Do we really need to remember that ridiculous passwords/phrases? - Slackware

This is a discussion on Do we really need to remember that ridiculous passwords/phrases? - Slackware ; Do we really need to remember and use that ridiculous 4-6 characters passwords, that only protect us from ourselves? I'd like to try use usb stick to authenticate me (use it as a key) on my computer and don't remember ...

+ Reply to Thread
Results 1 to 7 of 7

Thread: Do we really need to remember that ridiculous passwords/phrases?

  1. Do we really need to remember that ridiculous passwords/phrases?

    Do we really need to remember and use that ridiculous 4-6 characters
    passwords, that only protect us from ourselves? I'd like to try use
    usb stick to authenticate me (use it as a key) on my computer and
    don't remember any passwords. The way, probably, is through ssh-keygen
    public and private keys. Here is some fuzzy sketch. I see login prompt
    at console, next I insert usb stick, type my login name, and I'm
    logged. What should be stored on usb stick? probably my private key in
    a predefined directory, next, script running on the box reads from the
    stick the private key, finds public key using typed login name and
    performs login not asking passwords. Second, to protect my account
    I'd like to use as password my private key. Problem, how to do that?

    ---
    Bogdan

  2. Re: Do we really need to remember that ridiculous passwords/phrases?


    B. Yanchitsky wrote :

    > Problem, how to do that?


    If you don't mind messing with PAM then maybe pam_usb is the answer:

    --
    Thomas O.

    This area is designed to become quite warm during normal operation.

  3. Re: Do we really need to remember that ridiculous passwords/phrases?

    (B.Yanchitsky@gmail.com) writes:
    > Do we really need to remember and use that ridiculous 4-6 characters
    > passwords, that only protect us from ourselves?
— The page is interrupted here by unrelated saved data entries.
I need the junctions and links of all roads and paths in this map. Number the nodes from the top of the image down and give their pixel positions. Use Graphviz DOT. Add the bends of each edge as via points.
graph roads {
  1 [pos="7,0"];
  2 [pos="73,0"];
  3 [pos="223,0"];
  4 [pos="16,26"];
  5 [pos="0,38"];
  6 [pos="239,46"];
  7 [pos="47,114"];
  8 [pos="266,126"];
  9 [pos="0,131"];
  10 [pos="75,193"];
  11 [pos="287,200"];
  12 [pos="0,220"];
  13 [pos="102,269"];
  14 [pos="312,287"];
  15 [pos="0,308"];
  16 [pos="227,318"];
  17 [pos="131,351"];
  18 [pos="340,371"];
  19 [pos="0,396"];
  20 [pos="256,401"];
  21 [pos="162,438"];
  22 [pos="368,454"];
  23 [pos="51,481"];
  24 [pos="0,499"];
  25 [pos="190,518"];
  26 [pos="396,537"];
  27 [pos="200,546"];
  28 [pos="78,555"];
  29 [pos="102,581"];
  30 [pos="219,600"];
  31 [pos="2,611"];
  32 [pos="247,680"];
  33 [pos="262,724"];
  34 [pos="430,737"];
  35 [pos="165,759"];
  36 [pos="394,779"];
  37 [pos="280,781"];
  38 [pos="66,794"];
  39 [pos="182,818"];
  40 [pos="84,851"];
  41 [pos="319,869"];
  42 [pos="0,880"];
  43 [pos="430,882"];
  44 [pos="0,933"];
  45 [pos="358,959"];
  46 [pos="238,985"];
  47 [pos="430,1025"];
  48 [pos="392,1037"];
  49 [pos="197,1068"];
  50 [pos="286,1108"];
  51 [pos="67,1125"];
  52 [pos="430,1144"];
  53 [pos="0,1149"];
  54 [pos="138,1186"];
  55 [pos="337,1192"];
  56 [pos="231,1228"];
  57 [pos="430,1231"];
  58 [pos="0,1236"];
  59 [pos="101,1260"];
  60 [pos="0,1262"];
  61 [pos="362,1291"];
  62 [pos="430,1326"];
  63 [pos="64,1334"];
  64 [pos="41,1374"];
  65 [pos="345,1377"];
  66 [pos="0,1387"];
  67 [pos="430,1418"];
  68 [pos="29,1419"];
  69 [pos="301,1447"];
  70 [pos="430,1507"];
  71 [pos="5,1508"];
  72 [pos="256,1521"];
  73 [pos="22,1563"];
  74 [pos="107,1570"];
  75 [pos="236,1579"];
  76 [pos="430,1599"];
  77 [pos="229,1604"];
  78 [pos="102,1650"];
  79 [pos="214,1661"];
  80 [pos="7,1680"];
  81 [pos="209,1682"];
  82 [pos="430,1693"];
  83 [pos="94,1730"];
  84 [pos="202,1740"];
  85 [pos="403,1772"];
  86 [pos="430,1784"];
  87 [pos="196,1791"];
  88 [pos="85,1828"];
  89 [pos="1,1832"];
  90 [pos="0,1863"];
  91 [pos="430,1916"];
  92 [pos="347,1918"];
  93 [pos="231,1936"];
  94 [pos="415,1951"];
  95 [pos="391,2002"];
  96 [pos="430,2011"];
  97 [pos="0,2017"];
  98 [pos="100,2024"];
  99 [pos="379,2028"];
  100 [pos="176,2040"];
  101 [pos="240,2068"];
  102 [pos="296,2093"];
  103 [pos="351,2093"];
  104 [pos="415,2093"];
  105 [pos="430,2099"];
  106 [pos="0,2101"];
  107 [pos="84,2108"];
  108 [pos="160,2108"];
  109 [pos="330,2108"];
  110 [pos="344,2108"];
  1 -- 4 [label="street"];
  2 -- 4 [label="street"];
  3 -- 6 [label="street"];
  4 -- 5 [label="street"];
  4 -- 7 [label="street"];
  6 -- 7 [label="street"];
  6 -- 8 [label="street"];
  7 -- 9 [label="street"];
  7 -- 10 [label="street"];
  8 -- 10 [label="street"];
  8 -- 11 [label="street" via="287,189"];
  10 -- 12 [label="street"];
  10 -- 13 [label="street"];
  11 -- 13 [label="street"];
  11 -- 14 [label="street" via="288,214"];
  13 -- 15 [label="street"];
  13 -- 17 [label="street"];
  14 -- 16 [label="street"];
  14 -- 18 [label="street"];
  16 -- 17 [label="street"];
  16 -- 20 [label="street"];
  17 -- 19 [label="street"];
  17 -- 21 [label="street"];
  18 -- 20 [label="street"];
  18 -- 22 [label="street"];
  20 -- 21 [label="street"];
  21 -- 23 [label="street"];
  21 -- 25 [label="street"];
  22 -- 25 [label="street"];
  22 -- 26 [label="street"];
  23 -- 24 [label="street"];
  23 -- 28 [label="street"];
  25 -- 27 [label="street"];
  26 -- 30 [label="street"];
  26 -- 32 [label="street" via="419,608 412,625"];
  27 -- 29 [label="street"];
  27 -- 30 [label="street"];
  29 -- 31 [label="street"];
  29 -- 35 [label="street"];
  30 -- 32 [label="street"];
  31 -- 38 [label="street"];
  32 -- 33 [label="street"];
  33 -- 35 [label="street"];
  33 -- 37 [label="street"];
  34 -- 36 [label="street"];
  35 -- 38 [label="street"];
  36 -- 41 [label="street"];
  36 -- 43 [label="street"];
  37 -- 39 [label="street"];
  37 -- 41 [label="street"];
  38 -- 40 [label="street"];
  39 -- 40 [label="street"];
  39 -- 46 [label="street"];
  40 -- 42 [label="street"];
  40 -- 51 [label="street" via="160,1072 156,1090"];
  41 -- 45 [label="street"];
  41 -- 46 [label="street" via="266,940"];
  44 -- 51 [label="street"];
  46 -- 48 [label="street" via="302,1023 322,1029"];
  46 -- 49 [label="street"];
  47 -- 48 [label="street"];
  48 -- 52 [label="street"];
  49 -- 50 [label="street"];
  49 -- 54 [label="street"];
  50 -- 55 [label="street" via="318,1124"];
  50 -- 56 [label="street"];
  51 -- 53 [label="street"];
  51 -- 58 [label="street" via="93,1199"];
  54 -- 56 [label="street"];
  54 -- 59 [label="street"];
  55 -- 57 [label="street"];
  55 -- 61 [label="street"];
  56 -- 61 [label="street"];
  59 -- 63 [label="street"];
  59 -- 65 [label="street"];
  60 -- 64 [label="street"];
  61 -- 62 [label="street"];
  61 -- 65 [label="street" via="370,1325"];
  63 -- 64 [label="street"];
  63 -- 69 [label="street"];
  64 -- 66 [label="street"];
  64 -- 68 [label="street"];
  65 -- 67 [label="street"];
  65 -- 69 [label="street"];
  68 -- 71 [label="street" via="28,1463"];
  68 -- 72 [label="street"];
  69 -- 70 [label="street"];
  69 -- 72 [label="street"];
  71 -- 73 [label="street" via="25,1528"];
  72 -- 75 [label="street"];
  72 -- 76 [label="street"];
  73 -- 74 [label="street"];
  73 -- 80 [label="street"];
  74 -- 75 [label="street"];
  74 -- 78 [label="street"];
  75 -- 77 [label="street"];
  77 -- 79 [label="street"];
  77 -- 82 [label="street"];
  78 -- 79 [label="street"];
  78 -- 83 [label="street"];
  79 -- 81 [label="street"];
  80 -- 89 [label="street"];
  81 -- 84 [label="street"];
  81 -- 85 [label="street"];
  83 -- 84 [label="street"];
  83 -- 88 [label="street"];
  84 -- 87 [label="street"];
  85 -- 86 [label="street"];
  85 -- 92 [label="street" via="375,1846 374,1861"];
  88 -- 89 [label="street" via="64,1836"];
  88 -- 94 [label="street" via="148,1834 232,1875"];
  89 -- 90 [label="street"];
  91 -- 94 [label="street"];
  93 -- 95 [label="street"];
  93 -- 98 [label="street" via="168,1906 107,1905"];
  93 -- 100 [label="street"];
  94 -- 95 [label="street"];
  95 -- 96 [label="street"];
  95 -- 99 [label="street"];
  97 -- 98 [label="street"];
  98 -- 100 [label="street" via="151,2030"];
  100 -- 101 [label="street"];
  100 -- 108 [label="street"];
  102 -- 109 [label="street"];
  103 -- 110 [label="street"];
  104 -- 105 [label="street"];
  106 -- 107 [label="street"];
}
I'd like to try use
    > usb stick to authenticate me (use it as a key) on my computer and
    > don't remember any passwords. The way, probably, is through ssh-keygen
    > public and private keys. Here is some fuzzy sketch. I see login prompt
    > at console, next I insert usb stick, type my login name, and I'm
    > logged. What should be stored on usb stick? probably my private key in
    > a predefined directory, next, script running on the box reads from the
    > stick the private key, finds public key using typed login name and
    > performs login not asking passwords. Second, to protect my account
    > I'd like to use as password my private key. Problem, how to do that?
    >

    You can do anything you want, but once you move away from the norm
    there's nobody checking to make sure how secure things are.
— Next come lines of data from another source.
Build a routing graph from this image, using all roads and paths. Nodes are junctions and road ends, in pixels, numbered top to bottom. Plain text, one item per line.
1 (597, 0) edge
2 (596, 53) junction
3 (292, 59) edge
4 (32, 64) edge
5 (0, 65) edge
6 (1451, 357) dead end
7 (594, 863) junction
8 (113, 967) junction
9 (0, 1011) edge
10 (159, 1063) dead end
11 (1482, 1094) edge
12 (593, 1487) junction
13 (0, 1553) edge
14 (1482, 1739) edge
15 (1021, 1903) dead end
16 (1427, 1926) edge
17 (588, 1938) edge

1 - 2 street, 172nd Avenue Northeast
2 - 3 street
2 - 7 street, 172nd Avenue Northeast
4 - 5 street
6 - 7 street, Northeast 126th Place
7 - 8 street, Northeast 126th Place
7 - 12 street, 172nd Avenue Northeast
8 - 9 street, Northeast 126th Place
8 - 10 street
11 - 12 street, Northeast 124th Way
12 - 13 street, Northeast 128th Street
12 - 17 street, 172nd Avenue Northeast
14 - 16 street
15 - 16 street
    Surely one thing about a key is that it can be duplicated. That
    holds for a physical key or some sort of usb key. If someone can
    get ahold of it, they can copy it and get access. So you either
    need something that can't be copied, or have something you need to
    type in so merely having the key doesn't get you in. The latter
    invalidates the whole concept, you might as well just get good
    at remembering things.

    Michael


  4. Re: Do we really need to remember that ridiculous passwords/phrases?

    On 2008-02-18, B.Yanchitsky@gmail.com wrote:
    > Do we really need to remember and use that ridiculous 4-6 characters
    > passwords, that only protect us from ourselves? I'd like to try use
    > usb stick to authenticate me (use it as a key) on my computer and
    > don't remember any passwords. The way, probably, is through ssh-keygen
    > public and private keys. Here is some fuzzy sketch. I see login prompt
    > at console, next I insert usb stick, type my login name, and I'm
    > logged. What should be stored on usb stick? probably my private key in
    > a predefined directory, next, script running on the box reads from the
    > stick the private key, finds public key using typed login name and
    > performs login not asking passwords. Second, to protect my account
    > I'd like to use as password my private key. Problem, how to do that?


    Do you really have to keep that USB stick safe and private and handy just
    to protect us from oourselves?

    Don't get near any strong magnetic sources....

    Talk about doing things the hard way!

    To avoid memorizing a small string?

    Tom

    --
    calhobbit (at) | Artificial Intelligence:
    gmail [DOT] com | When the real thing just won't do.


  5. Re: Do we really need to remember that ridiculouspasswords/phrases?

    On Mon, 18 Feb 2008 09:36:06 -0800, B.Yanchitsky wrote:

    > Do we really need to remember and use that ridiculous 4-6 characters
    > passwords, that only protect us from ourselves? I'd like to try use usb
    > stick to authenticate me (use it as a key) on my computer and don't
    > remember any passwords. The way, probably, is through ssh-keygen public
    > and private keys. Here is some fuzzy sketch. I see login prompt at
    > console, next I insert usb stick, type my login name, and I'm logged.
    > What should be stored on usb stick? probably my private key in a
    > predefined directory, next, script running on the box reads from the
    > stick the private key, finds public key using typed login name and
    > performs login not asking passwords. Second, to protect my account I'd
    > like to use as password my private key. Problem, how to do that?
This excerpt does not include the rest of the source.